FIG. 2 illustrates a power supply 200 according to an exemplifying and non-limiting embodiment. The power supply 200 is otherwise like the power supply 100 illustrated in FIG. 1, but the input voltage terminal 201 receives DC voltage V_{DC_in} as the input voltage, the input voltage converter 203 is a direct voltage “DC-DC” converter, and the first capacitor 204 comprises a parallel connection of an electrolytic capacitor 204a and a foil capacitor 204b. The foil capacitor 204b has very low equivalent series resistance “ESP” and a short charge/discharge time. Thus, the foil capacitor 204b is capable of responding to beginning phases of very abrupt changes in the power demand of the load 109. An advantage of the electrolytic capacitor 204a is that it has higher capacitance than a foil capacitor having substantially equal physical size. Depending on the reaction speed of the DC-DC converter 106, the first capacitor can be in some cases a mere foil capacitor. The input voltage converter 203 can be, for example, a buck-boost converter, a flyback converter, or a DC-DC converter of some other suitable type.

FIG. 3 shows a flowchart of a method according to an exemplifying and non-limiting embodiment for supplying DC current to a load such as a data processing system, e.g. a graphics processing unit “GPU”. The method comprises the following actions:

• • action 301: receiving input voltage at an input voltage terminal,
  • action 302: converting, with an input voltage converter, the input voltage to DC voltage of a DC voltage terminal that supplies the DC current to the load,
  • action 303: responding to beginnings of peak current needs of the load with a first capacitor connected between positive and negative poles of the DC voltage terminal, the first capacitor comprising at least one of: an electrolytic capacitor and a foil capacitor, and
  • action 304: responding to continuation sections of the peak current needs of the load by supplying energy from a second capacitor being a super-capacitor to the DC voltage terminal with a DC-DC converter carrying out voltage conversion between DC voltage of the second capacitor and the DC voltage of the DC voltage terminal.

A method according to an exemplifying and non-limiting embodiment comprises controlling the DC-DC converter to charge the second capacitor in response to a situation in which the DC current is below a first predetermined current limit and the DC voltage of the second capacitor is below a predetermined upper limit, and to discharge the second capacitor to supply the energy from the second capacitor to the DC voltage terminal in response to a situation in which the DC current is above a second predetermined current limit and the DC voltage of the second capacitor is above a predetermined lower limit.

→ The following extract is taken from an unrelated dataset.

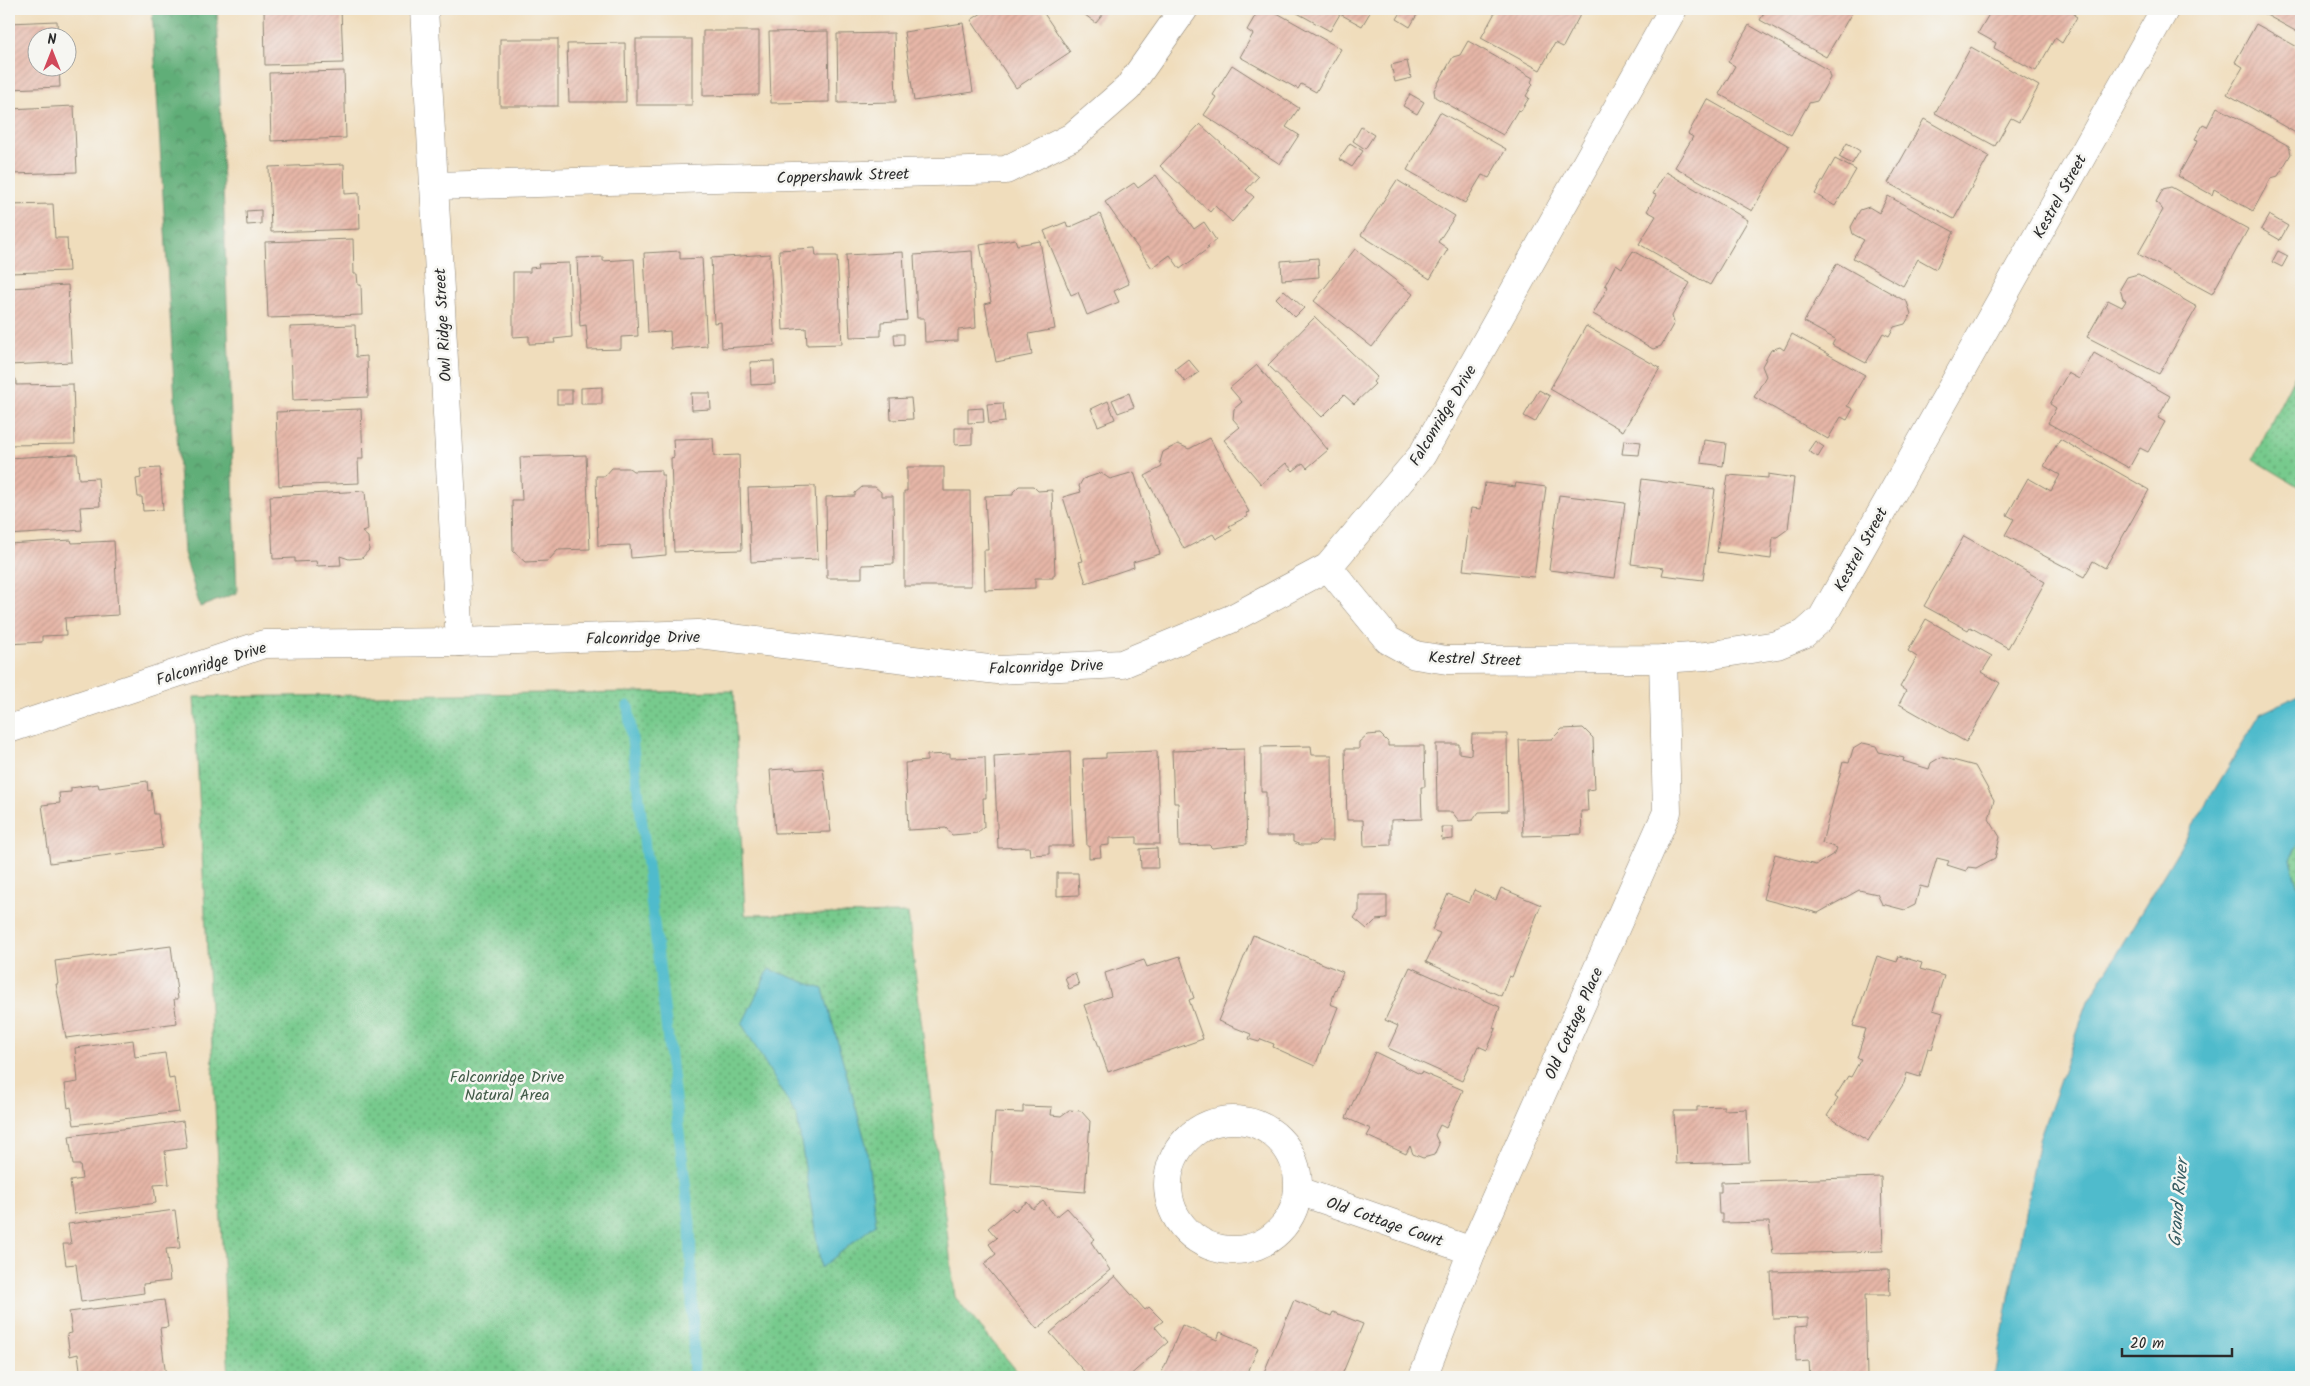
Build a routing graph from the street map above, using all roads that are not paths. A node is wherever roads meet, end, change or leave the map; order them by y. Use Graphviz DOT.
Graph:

In a method according to an exemplifying and non-limiting embodiment, the second capacitor comprises one or more carbon capacitor cells.

In a method according to an exemplifying and non-limiting embodiment, the second capacitor comprises one or more electric double layer capacitor “EDLC” cells.

In a method according to an exemplifying and non-limiting embodiment, the direct voltage converter is a bi-directional buck-boost converter.

In a method according to an exemplifying and non-limiting embodiment, the first capacitor comprises a parallel connection of an electrolytic capacitor and a foil capacitor.

In a method according to an exemplifying and non-limiting embodiment, the input voltage is single-or multi-phase AC voltage and the input voltage converter is an AC-DC converter.

In a method according to another exemplifying and non-limiting embodiment, the input voltage is DC voltage and the input voltage converter is a DC-DC converter.

The specific examples provided in the description given above should not be construed as limiting the applicability and/or the interpretation of the invention. Lists and groups of examples provided in the description given above are not exhaustive unless otherwise explicitly stated.